Tahun 2009 adalah tahun sejarah dimulainya kompetisi antar organisasi pengelola zakat Indonesia. Sebuah hajatan besar diselenggarakan dalam rangka memberi penghargaan kepada organisasi pengelola atas dedikasi dan kinerjanya selama ini. Acaranya diberi nama ISR Award (Islamic Social Responsibility Award). Sebelumnya, di tahun 2009 juga pernah diselenggarakan acara serupa, yakni Zakat Award. Pelaksananya adalah Baznas. Namun pesertanya hanya dari kalangan Badan Amil Zakat saja, sementara Lembaga Amil Zakat tidak diikutsertakan dalam event tersebut.

Sedangkan acara ISR Award pesertanya terdiri Badan Amil Zakat dan Lembaga Amil Zakat di seluruh Indonesia. Acara ini terselenggara atas kerjasama Forum Zakat (FOZ) dengan Karim Business Consulting (KBC).

Banyak kalangan, baik dari internal organisasi pengelola zakat maupun dari eksternal masyarakat umum penasaran ingin mengetahui lebih mendalam bagaimana seluk beluk penilaian ISR Award tersebut. Sebab setelah dilihat hasil penilaiannya, pemenangnya di luar dugaan mereka selama ini. Apa dan bagaimana sistem penilaian dalam ISR Award ? Alfi Wijaya, selaku Manager Riset KBC dan sekaligus ketua dewan juri ISR Award membeberkan kunci-kunci penilaiannya.

Latar Belakang

Selaku ketua dewan juri pelaksanaan perdana acara ISR Award, Alfi sangat senang dan mendukung sekali atas terselenggaranya acara ini. Ia melihat acara ini minimal dilatarbelakangi oleh tiga hal. Pertama, buat para organisasi pengelola zakat sudah mencoba mengkontribusikan diri dalam penyelenggaraan acara. Hal ini untuk mengetahui usaha dia selama ini sudah sampai di mana. “Itulah budaya yang ingin ditumbukan di acara ini,” ujarnya. Sehingga akan dapat diketahui kalau tahun lalu posisi lembaga berada di peringkat 3 misalnya, maka tahun berikutnya ada diperingkat 2. Begitu juga diketahui seberapa jauh perkembangan yang ada pada diri lembaga. Sekaligus sarana untuk mengecek dan introspeksi lembaganya masing-masing.

Kedua, adanya komparasi dengan lembaga lain. Lembaga satu bisa mengecek dan membandingkan lembaga lain. “Sehingga tidak sekedar puas dengan achievement (pencapaian) yang mereka peroleh tapi bisa dibandingkan dengan lainnya,” tambah Alfi. Ketiga, adanya suasana fastabiqul khairat (berlomba dalam kebaikan). Ada suasana untuk saling berlomba-lomba dalam kebaikan. Ketika sebuah lembaga bisa melihat dirinya sendiri lalu diukur dengan lainnya, maka tahap berikutnya akan tumbuh untuk melakukan perbaikan dan perbaikan secara terus menerus.

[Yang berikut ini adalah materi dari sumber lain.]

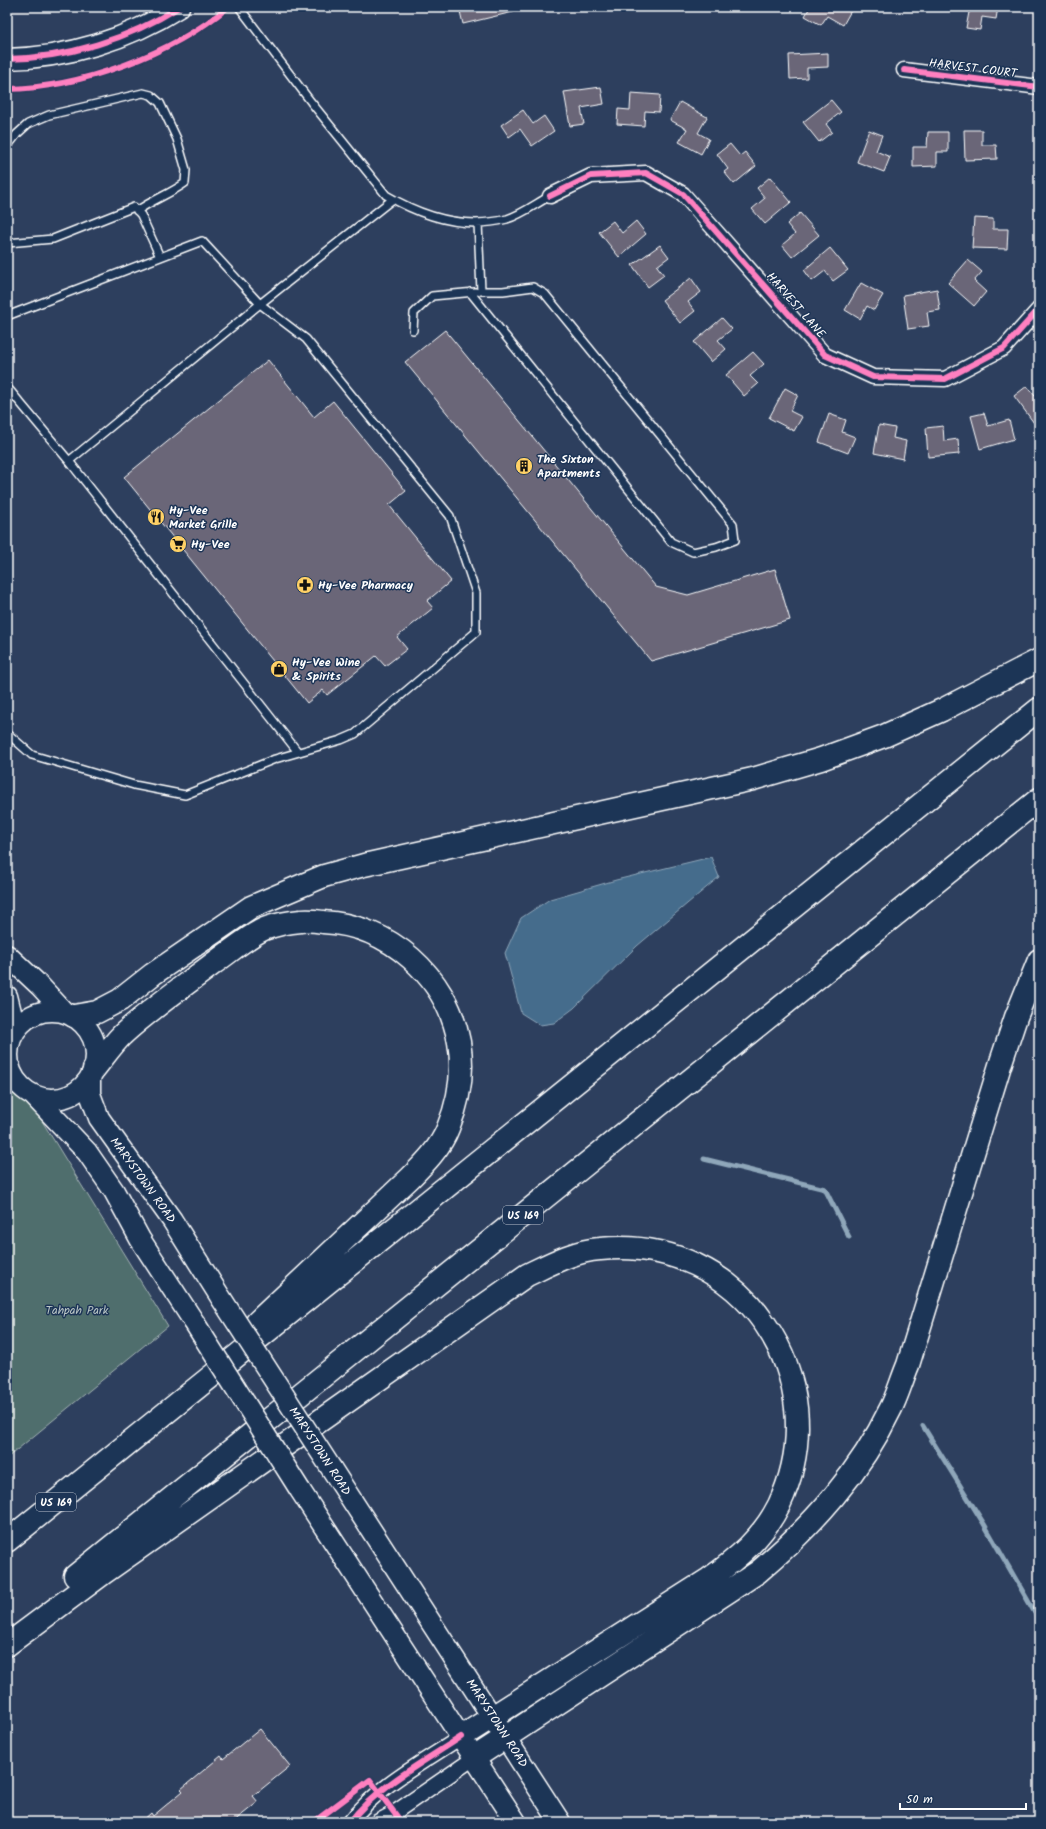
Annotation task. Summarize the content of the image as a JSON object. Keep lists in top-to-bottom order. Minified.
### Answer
{"streets":{"highway":["US 169"],"main road":["MARYSTOWN ROAD"],"street":["HARVEST COURT","HARVEST LANE"]},"parks":["Tahpah Park"],"places":{"building":["The Sixton Apartments"],"restaurant":["Hy-Vee Market Grille"],"supermarket":["Hy-Vee"],"pharmacy":["Hy-Vee Pharmacy"],"shop":["Hy-Vee Wine & Spirits"]},"scale_bar":"50 m"}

Ketiga hal inilah yang positif untuk dilakukan. Di samping itu ada efek lain. Dengan adanya kompetisi seperti ini maka akan ada nuansa ukhuwah. Melalui kompetisi ini secara pelan-pelan akan membangun data base yang baik bagi lembaga zakat. Sebab selama ini belum ada pengumpulan data yang terstandar. Berbeda dengan di perbankan. Di perbankan data sudah terstandar, terutama dalam hal laporan keuangan. Sehingga ketika lembaga zakat diminta data dan laporannya, maka dengan mudah dapat memberikan.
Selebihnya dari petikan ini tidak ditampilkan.